Caius.—Vé, galopín; entrega esta carta á sir Hugh. ¡Voto á sanes! Es un cartel de desafío. Le cortaré el pescuezo en el parque, y enseñaré á este ganapán de cura á entrometerse en lo que no le atañe. Marchaos: no tenéis que hacer aquí. ¡Vive Dios! Que he de cortarlo en dos, y no le dejaré ni manos para tirar una piedra á su perro.

(Sale Simple.)

Aprisa.—El infeliz no habla sino por su amigo.

Caius.—Eso nada importa. ¿No me decís que Ana Page ha de ser mía? Por vida de...! que he de matar á ese intruso clérigo, y ya he encargado al posadero de la Liga que mida nuestras armas. Por mi alma, que he de tener á Ana Page para mí solo!

Aprisa.—Señor, la damisela os ama, y todo irá bien. Debemos dejar hablar á las gentes. ¡Pues no faltaba más!

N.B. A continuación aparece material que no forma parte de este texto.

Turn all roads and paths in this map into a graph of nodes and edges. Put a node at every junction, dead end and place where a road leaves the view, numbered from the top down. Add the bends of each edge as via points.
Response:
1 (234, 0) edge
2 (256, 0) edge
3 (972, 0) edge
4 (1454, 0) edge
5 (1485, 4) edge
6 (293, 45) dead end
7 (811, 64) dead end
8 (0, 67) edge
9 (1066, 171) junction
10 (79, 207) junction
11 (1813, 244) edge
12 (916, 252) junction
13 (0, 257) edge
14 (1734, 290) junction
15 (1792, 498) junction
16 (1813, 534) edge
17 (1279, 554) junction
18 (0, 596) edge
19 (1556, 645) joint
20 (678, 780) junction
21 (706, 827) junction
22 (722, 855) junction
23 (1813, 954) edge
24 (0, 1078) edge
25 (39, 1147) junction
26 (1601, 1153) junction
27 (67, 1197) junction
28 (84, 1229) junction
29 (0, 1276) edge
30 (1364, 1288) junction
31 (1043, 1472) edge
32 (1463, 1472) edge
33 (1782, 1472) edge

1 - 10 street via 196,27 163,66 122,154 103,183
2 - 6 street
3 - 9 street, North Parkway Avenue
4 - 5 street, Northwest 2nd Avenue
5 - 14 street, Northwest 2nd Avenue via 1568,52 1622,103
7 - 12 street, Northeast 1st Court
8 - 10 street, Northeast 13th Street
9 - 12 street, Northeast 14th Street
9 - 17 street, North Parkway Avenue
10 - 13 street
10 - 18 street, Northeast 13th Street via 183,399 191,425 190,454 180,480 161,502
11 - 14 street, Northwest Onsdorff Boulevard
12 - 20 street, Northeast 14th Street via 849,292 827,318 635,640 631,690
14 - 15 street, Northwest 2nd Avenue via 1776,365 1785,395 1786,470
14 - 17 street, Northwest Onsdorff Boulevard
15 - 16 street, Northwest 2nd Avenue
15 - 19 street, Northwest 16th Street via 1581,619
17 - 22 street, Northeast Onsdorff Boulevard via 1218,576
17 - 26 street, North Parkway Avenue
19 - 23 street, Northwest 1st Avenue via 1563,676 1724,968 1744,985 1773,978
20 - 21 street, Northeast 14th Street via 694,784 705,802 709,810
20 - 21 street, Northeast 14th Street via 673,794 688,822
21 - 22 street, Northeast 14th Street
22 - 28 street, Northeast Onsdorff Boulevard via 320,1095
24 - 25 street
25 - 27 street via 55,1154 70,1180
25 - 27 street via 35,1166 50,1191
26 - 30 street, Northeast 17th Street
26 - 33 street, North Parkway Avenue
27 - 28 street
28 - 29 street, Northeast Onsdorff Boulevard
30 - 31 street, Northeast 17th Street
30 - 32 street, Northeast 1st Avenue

Caius.—Rugbi, ven conmigo á la corte. Por mi vida, que si no tengo á Ana Page, te planto en la puerta de la calle. Sígueme, Rugbi. (Salen Caius y Rugbi.)

Aprisa.—Lo que tienes es una cabeza de imbécil. No, demasiado bien conozco á Ana Page; ni hay en Windsor quien sepa sus intenciones mejor que yo; ni, gracias á Dios, quien haga más que yo por ella.

Fenton.—(Desde adentro.) Hola! ¿Hay alguien en la casa?

Aprisa.—¿Quién está ahí? Acercaos, os ruego.

(Entra Fenton.)

Fenton.—¿Qué tal, buena mujer? ¿Te sientes bien?

Aprisa.—Lo mejor que su señoría puede desearme.

Fenton.—¿Qué nuevas? ¿Cómo está la bella señorita Ana Page?

Aprisa.—Y por cierto, señor, que es bella y gentil y honrada; y, lo diré de paso, buena amiga vuestra, gracias sean dadas al cielo.

Fenton.—¿Te parece que haré cosa de provecho? ¿No perderé mi tiempo en cortejarla?